IMAGINE

The project focuses on converting rough and noisy hand-drawn sketches into realistic and meaningful images. An autoencoder model is used to enhance and denoise the input sketch before image generation. A pretrained Stable Diffusion model then generates high-quality images guided by both the refined sketch and a user-provided text prompt. The system also includes an image captioning module to generate a textual description of the final output image. Semantic similarity between the generated caption and the original prompt is calculated to evaluate the quality and relevance of the output. Overall, the project aims to combine computer vision, deep learning, and natural language processing into a complete multimodal AI pipeline.

Google meet link : https://meet.google.com/mfo-rjqf-dzh

Github Repository : https://github.com/Aj-Shaer07/C06-IMAGINE-EXPO

AIM

The aim of the IMAGINE project is to develop an autoencoder-based system that enhances and refines rough hand-drawn sketches, enabling accurate and realistic image generation using deep learning techniques.

INTRODUCTION

Human sketches are often rough, noisy, and incomplete, yet humans can easily understand the intended object or scene. Replicating this capability in machines requires combining multiple machine learning techniques that can understand structure, remove noise, and generate meaningful visual outputs.

The project takes a rough hand-drawn sketch as input and enhances it using a trained autoencoder model. The refined sketch is then combined with a user-provided text prompt and passed into a pretrained Stable Diffusion model to generate a realistic image.
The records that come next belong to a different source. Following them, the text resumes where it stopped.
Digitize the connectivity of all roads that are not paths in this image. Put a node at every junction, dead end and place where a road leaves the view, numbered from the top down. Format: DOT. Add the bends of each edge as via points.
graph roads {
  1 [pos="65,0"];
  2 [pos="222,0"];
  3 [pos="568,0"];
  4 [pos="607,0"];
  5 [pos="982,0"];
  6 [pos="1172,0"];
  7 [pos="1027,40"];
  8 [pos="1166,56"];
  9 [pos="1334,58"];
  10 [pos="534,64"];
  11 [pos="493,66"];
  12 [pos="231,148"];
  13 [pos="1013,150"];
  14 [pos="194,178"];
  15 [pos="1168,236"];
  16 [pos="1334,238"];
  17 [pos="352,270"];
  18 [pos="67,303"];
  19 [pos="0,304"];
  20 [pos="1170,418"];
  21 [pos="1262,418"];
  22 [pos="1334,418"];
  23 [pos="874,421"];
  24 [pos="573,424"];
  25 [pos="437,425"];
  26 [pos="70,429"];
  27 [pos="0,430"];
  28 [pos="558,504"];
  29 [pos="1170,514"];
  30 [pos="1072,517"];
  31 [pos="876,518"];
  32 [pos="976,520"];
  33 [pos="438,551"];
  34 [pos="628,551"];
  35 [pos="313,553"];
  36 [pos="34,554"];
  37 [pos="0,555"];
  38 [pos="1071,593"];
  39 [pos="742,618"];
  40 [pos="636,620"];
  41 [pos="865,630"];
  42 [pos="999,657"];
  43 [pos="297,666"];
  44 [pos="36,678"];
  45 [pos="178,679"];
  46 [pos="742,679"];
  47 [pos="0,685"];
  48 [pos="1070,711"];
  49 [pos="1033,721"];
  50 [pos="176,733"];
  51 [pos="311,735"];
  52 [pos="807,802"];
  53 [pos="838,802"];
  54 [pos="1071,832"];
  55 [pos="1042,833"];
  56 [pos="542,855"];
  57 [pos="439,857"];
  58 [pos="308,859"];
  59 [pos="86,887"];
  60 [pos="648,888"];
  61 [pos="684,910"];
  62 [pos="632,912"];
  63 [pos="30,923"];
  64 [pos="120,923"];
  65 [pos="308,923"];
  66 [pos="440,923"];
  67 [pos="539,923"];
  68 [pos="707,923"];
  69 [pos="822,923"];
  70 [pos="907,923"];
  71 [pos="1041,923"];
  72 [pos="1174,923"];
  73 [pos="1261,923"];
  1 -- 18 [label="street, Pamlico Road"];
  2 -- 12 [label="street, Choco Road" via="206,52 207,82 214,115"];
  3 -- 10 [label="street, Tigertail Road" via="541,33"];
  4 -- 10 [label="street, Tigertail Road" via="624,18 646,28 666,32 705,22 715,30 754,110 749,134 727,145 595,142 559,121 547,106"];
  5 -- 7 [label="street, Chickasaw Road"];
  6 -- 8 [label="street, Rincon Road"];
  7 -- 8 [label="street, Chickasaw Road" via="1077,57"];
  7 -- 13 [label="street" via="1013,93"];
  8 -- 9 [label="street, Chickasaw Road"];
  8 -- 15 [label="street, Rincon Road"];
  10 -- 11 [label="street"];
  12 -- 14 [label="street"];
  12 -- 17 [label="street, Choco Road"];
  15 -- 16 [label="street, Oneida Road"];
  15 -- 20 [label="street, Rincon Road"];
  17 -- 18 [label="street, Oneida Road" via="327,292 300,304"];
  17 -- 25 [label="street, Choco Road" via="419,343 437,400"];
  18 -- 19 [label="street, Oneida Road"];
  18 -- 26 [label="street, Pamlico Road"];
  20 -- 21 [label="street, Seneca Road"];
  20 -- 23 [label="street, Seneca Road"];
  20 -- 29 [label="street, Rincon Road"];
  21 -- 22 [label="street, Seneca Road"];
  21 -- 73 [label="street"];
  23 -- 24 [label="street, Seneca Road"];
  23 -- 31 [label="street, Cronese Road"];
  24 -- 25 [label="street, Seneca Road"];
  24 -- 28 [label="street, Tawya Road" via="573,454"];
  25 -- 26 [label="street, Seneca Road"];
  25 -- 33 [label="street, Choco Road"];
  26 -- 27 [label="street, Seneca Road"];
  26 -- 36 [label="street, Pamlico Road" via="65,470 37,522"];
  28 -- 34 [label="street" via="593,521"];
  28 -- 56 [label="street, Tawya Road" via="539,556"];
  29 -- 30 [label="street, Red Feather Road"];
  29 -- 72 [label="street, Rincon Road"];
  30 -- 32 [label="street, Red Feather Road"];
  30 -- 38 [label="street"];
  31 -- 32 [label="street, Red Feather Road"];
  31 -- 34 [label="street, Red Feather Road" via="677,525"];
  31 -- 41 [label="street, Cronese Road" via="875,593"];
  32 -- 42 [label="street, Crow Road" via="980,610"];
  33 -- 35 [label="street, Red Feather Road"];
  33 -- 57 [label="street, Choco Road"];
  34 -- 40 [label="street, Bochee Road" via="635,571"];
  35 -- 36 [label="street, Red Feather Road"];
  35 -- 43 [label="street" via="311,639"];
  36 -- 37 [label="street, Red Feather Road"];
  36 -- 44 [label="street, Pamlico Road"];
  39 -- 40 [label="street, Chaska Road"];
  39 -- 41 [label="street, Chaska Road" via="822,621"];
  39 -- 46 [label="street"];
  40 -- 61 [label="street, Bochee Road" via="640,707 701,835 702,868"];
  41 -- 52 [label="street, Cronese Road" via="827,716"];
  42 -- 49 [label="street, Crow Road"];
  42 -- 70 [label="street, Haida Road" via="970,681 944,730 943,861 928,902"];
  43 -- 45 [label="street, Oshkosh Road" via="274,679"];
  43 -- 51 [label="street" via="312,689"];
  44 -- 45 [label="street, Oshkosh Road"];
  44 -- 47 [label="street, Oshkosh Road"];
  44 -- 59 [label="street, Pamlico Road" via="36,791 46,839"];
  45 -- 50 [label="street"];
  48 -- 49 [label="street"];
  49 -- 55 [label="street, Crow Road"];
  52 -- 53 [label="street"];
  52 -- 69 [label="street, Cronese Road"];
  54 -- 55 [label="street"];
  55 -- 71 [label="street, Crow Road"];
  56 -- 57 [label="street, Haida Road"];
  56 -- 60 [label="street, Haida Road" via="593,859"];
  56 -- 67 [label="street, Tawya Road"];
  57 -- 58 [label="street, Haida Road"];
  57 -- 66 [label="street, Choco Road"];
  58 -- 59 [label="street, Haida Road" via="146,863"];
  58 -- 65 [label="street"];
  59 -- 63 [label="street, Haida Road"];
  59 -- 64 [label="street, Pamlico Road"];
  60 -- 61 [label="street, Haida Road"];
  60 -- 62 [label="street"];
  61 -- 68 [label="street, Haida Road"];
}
The project combines computer vision, deep learning, generative AI, and natural language processing to build an intelligent sketch-to-image generation pipeline.

METHODOLOGY

Methodology – Denoising using Autoencoder

1. Data Collection and Preprocessing

The first step in the denoising process is preparing the dataset for training the autoencoder model. A collection of clean sketches or images is gathered and resized to a fixed dimension such as 128×128 or 256×256 pixels to maintain consistency during training. The pixel values are normalized so that the neural network can learn more efficiently.

To train the denoising autoencoder, artificial noise is intentionally added to the clean images. Different types of noise are used to simulate real-world distortions, including:

Gaussian Noise
Salt-and-Pepper Noise
Blur Distortion

The noisy image acts as the input to the model, while the original clean image is used as the target output during training.

2. Autoencoder Architecture for Denoising

The denoising system is built using a Convolutional Autoencoder, which consists of two major components: the Encoder and the Decoder.

Encoder

The encoder extracts important visual features from the noisy image using:

Convolutional Layers
Activation Functions (ReLU)
Pooling Layers

As the image passes through the encoder, unnecessary noisy information is gradually removed while important structural features such as edges, shapes, and patterns are preserved. The encoder converts the image into a compact latent representation that stores meaningful image information.

Decoder

The decoder reconstructs the image from the latent representation using:

Upsampling Layers
Transposed Convolutions
Convolutional Layers

The decoder learns to recreate a cleaner version of the original image while preserving important image structures.

3. Denoising Process

During training:

A noisy image is provided as input to the autoencoder.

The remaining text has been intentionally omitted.